[Stored data entries]
==========
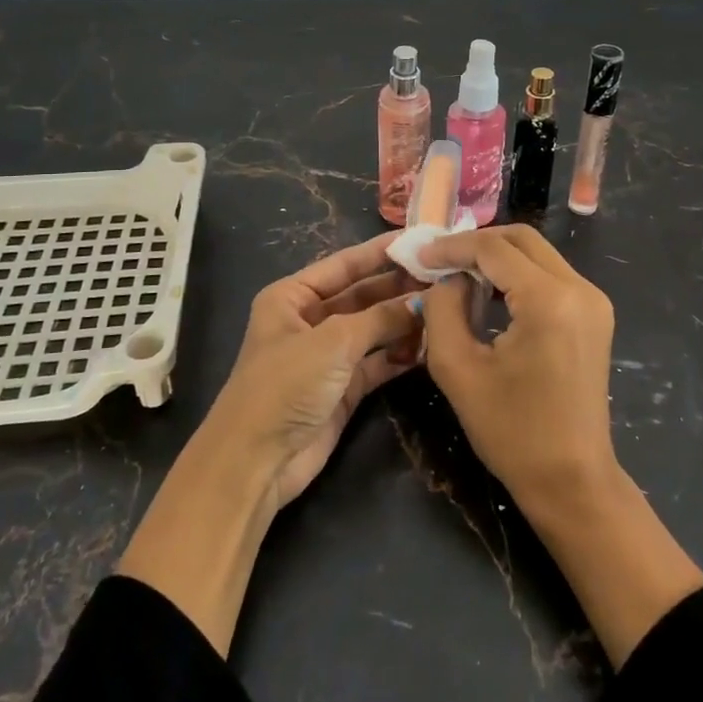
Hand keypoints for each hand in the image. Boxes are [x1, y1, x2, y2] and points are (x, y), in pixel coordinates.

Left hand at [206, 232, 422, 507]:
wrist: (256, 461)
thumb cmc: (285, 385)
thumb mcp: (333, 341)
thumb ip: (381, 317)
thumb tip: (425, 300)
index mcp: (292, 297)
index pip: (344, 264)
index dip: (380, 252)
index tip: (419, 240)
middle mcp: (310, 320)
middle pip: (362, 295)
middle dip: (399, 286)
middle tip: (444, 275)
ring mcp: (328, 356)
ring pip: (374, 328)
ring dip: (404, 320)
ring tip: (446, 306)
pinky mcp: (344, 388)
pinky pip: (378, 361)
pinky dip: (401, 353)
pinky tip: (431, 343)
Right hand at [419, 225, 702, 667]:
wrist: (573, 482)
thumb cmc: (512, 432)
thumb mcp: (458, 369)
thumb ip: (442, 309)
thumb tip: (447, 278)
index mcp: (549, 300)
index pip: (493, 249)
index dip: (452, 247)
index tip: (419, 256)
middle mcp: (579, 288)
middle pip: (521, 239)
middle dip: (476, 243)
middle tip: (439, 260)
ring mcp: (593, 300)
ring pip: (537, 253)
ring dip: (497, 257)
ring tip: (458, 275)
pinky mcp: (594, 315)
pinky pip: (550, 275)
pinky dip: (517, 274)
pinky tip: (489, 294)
==========
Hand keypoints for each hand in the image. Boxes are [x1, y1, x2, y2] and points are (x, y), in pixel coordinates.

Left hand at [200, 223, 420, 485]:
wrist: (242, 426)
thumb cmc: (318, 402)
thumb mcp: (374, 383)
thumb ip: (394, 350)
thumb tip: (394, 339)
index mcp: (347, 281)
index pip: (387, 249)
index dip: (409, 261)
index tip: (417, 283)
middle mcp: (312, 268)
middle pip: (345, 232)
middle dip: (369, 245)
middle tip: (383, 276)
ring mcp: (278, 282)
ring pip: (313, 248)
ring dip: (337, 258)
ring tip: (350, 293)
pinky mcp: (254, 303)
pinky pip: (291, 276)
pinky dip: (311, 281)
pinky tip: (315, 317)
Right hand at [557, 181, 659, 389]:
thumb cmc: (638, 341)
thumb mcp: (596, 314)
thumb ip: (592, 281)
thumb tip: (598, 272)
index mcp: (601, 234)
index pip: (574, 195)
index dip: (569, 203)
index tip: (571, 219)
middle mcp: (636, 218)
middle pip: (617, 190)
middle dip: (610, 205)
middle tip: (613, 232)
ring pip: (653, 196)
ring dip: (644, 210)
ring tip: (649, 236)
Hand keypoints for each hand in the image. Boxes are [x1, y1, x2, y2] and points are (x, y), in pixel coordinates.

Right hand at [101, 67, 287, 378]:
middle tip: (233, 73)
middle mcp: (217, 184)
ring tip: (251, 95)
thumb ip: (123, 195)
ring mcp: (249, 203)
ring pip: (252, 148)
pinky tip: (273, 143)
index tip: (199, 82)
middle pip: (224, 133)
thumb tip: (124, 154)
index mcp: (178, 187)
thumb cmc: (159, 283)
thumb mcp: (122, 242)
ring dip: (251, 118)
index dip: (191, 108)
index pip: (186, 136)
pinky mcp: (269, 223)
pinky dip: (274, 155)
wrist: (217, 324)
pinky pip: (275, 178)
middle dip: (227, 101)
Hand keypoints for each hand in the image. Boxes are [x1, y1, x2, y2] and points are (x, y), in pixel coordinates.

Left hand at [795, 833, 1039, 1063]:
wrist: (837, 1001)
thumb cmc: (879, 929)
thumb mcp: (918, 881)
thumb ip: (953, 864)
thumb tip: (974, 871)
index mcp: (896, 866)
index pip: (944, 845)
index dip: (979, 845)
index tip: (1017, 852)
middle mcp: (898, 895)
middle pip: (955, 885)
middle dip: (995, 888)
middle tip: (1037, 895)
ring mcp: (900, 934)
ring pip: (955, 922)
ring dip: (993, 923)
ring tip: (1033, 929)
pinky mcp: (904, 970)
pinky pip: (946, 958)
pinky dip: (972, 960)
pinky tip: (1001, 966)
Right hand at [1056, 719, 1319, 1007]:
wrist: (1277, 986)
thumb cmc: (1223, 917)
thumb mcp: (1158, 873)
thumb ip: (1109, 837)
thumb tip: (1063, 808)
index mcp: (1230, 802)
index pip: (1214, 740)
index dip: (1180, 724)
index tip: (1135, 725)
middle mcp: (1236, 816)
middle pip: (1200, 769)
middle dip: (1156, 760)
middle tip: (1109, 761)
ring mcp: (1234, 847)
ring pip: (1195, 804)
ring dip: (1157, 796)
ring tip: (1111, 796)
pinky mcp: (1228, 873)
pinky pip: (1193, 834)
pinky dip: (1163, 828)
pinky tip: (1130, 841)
==========
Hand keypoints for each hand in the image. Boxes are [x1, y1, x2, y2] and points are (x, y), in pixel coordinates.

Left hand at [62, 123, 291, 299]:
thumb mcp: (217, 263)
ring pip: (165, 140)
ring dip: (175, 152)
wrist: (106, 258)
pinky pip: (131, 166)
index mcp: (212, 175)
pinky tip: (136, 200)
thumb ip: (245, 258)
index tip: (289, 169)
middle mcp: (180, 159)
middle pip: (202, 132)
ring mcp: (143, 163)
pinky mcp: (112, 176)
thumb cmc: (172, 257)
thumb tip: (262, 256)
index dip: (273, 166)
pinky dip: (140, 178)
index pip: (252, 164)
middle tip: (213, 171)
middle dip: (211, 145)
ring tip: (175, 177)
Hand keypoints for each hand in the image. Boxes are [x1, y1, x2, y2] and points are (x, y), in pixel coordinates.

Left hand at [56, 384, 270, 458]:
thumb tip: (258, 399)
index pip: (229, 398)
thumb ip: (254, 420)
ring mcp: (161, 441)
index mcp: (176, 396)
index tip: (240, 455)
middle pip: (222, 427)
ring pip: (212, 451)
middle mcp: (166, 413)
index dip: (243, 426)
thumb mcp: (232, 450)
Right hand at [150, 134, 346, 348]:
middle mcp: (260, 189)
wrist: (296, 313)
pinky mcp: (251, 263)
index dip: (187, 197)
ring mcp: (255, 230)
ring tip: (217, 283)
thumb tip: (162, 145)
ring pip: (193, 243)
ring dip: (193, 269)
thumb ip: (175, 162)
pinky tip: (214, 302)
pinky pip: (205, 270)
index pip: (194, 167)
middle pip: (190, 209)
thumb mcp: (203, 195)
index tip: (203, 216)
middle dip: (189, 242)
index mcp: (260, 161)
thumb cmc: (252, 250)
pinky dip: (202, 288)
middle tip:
==========
*EXERCISE OBJECTIVE*. Find "middle tip: (213, 171)" in the entries above and copy that whole line exactly, then each line after it through the line that contains "thumb tip: (258, 399)".

*FINAL ANSWER*.
middle tip: (213, 171)
middle dip: (211, 145)
ring tip: (175, 177)
Hand keypoints for each hand in the image. Boxes are [x1, y1, x2, y2] and points are (x, y), in pixel coordinates.

Left hand at [56, 384, 270, 458]:
thumb tip: (258, 399)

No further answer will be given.